- A Enel vai propor ao governo brasileiro um plano de corte e replantio de árvores na Grande São Paulo para reduzir apagões causados por cabos da rede aérea.
- O plano prevê a criação de “corredores de energia” com árvores cortadas e replantadas, mantendo o mesmo número total de árvores, mas com espécies menores.
- A iniciativa inclui envio de uma carta ao presidente da República Luiz Inácio Lula da Silva e ao ministro, apresentando a alternativa ao uso de rede subterrânea.

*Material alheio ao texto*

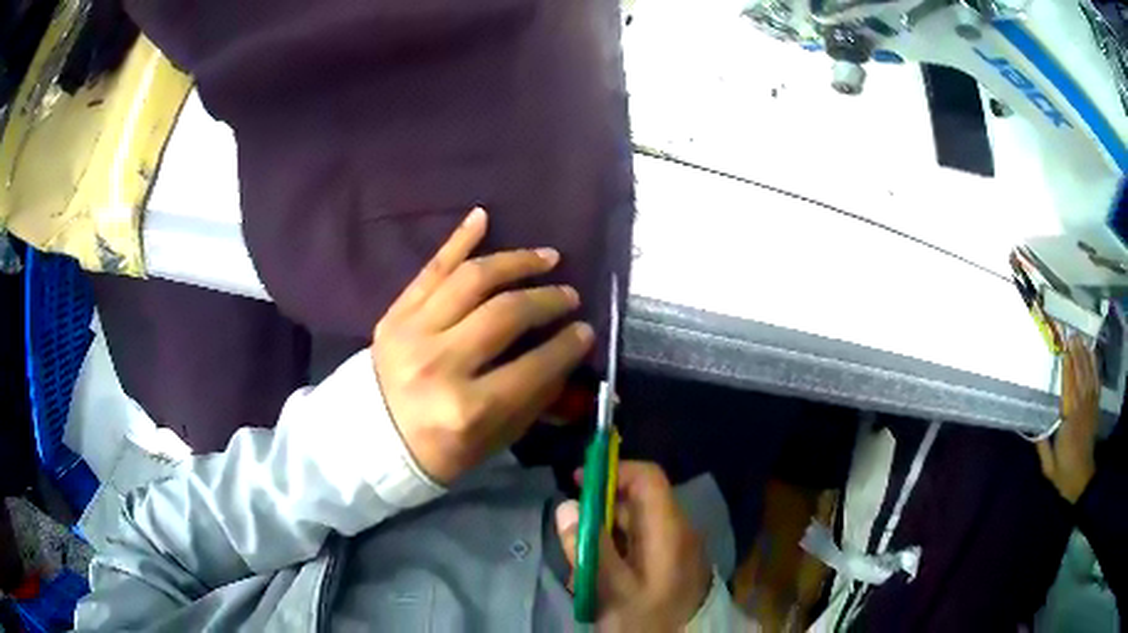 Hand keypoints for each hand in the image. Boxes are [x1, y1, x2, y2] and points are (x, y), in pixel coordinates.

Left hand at [372, 208, 594, 483]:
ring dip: (516, 262)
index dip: (567, 346)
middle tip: (569, 295)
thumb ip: (533, 401)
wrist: (370, 439)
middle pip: (505, 314)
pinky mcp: (395, 314)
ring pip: (472, 280)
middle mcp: (440, 364)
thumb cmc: (437, 449)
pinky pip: (431, 269)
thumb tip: (568, 357)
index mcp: (468, 409)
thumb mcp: (493, 441)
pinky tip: (483, 218)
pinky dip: (458, 240)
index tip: (586, 331)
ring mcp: (412, 333)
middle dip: (547, 300)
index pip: (533, 367)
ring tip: (546, 257)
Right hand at [556, 462, 711, 631]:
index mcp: (669, 529)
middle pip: (637, 502)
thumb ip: (588, 547)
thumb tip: (566, 506)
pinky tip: (601, 580)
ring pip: (635, 526)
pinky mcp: (673, 561)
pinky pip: (641, 544)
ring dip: (604, 538)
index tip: (579, 482)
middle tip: (572, 540)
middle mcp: (677, 529)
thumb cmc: (648, 617)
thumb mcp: (612, 587)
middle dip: (599, 514)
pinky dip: (617, 553)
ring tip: (583, 572)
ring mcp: (677, 546)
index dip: (614, 471)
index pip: (647, 478)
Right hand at [1037, 335, 1099, 503]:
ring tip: (1079, 338)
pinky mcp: (1095, 407)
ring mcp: (1090, 406)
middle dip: (1076, 353)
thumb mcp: (1048, 467)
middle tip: (1070, 334)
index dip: (1066, 366)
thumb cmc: (1064, 473)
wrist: (1082, 480)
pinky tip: (1091, 352)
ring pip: (1089, 374)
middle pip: (1080, 375)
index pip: (1069, 387)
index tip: (1061, 347)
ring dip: (1084, 355)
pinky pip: (1096, 381)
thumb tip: (1029, 425)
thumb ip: (1042, 445)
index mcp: (1069, 421)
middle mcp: (1082, 408)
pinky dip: (1094, 365)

- A empresa argumenta que a rede aérea dificulta evitar apagões em ventanias e afirma cumprir os termos do contrato de distribuição, defendendo que não há base legal para a caducidade da concessão.
- O executivo afirmou que a Enel não pretende vender a distribuidora de São Paulo e acredita em uma solução racional do governo para a continuidade dos investimentos; a decisão não deve se basear apenas em motivações políticas.
A Enel planeja enviar ao governo brasileiro uma carta com uma proposta para reduzir apagões na região metropolitana de São Paulo. A ideia é adotar um modelo de corredores de energia que envolvam corte de árvores seguidos de replantio. A ação visa evitar danos aos cabos da rede aérea em ventanias fortes.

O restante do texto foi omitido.